INPUT RECORDS START
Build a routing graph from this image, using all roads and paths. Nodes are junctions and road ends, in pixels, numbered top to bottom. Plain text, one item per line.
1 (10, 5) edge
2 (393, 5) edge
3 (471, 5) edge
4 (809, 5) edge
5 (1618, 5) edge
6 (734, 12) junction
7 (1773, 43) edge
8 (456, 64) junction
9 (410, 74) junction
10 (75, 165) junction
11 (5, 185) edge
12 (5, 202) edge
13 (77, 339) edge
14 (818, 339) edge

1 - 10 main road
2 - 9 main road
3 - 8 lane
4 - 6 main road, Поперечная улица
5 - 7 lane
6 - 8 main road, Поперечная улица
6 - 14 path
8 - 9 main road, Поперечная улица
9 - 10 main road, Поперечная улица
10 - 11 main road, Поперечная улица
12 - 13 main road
INPUT RECORDS END
ASSIGNMENT ▸ Output the entire listing precisely as it stands.

RESULT ▸
Build a routing graph from this image, using all roads and paths. Nodes are junctions and road ends, in pixels, numbered top to bottom. Plain text, one item per line.
1 (10, 5) edge
2 (393, 5) edge
3 (471, 5) edge
4 (809, 5) edge
5 (1618, 5) edge
6 (734, 12) junction
7 (1773, 43) edge
8 (456, 64) junction
9 (410, 74) junction
10 (75, 165) junction
11 (5, 185) edge
12 (5, 202) edge
13 (77, 339) edge
14 (818, 339) edge

1 - 10 main road
2 - 9 main road
3 - 8 lane
4 - 6 main road, Поперечная улица
5 - 7 lane
6 - 8 main road, Поперечная улица
6 - 14 path
8 - 9 main road, Поперечная улица
9 - 10 main road, Поперечная улица
10 - 11 main road, Поперечная улица
12 - 13 main road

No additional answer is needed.